In-silico immunoinformatic vaccine design for Treponema denticola ergothionase.
Background: Treponema denticola, a well-studied oral spirochete, adheres, invades, and damages periodontal tissues - gram-negative, anaerobic Treponema denticola. In previous research, sub-gingival spirochetes have correlated positively with dental plaque score, pocket, and clinical attachment level measurements. Hence, the study aims to design an immunoinformatic vaccine using a reverse vaccinology approach against Treponema denticola ergothionase.
Methods: Protein Data Bank provided the FASTA amino acid sequence of Treponema denticola. Antigenicity, toxicity, and stability of discovered T-cell epitopes were evaluated to develop 6S7Q B and A multiepitope vaccination design. The Vaccine's dual major histocompatibility complex (MHC I and II) binding epitopes were also predicted. The designed Vaccine's identified epitope sequence and secondary structure were then predicted and validated. Protein-protein interactions involving ergothionase and human beta-defensins were investigated using molecular docking.

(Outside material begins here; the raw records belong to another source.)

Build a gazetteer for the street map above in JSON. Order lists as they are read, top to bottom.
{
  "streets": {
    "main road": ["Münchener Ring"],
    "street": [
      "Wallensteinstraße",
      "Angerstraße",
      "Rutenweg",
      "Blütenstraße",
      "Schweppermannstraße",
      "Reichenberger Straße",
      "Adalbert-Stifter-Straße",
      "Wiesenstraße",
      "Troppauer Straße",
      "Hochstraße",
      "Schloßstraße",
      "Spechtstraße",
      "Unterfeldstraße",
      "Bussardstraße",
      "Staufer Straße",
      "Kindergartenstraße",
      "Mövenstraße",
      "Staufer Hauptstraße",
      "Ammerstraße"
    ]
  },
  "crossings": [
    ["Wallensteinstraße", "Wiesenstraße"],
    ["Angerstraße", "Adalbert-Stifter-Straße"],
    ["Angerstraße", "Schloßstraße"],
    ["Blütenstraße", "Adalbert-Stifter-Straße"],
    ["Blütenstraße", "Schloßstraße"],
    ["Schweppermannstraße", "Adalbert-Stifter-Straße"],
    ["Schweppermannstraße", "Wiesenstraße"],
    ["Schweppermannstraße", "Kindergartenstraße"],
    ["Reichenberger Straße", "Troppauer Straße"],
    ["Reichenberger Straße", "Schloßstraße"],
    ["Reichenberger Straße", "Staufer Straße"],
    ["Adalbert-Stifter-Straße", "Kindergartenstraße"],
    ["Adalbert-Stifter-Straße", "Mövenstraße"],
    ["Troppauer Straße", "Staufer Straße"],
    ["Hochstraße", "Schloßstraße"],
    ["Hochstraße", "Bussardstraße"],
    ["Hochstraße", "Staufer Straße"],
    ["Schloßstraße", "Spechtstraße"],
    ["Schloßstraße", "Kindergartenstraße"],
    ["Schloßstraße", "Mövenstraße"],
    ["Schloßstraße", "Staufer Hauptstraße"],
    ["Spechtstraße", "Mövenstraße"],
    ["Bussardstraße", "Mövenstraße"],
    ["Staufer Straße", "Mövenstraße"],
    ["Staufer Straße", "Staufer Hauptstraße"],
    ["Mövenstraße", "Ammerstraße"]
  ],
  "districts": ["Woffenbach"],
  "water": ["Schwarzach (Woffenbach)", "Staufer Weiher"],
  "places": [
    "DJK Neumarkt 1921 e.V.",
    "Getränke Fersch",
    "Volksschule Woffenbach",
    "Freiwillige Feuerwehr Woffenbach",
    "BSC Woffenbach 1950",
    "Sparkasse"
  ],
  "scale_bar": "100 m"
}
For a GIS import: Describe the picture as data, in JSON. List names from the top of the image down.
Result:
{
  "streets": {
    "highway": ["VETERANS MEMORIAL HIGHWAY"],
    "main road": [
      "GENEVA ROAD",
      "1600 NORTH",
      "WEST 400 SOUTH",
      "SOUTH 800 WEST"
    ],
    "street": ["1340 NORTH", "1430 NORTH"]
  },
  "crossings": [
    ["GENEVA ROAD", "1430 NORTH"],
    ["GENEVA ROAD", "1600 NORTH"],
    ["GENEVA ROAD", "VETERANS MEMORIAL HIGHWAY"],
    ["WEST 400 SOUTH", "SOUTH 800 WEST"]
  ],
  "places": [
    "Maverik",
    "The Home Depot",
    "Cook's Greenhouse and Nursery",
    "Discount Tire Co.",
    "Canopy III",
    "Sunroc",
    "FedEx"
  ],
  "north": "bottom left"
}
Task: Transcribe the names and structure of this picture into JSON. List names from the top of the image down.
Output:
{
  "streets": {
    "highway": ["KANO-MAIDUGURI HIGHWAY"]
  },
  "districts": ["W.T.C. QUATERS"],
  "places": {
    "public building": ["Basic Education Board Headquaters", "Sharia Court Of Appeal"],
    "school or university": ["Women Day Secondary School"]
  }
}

Results: The designed Vaccine had high antigenicity, toxicity, and stability. The Vaccine's three-dimensional structure demonstrated a significant association with beta-defensin. Its low binding energy score of -827.6 kcal/mol indicates that the immune system will respond favorably to the antigen.
Conclusions: In this research, we employed immunoinformatic techniques to create a reverse vaccination effort to develop an in-silico vaccine.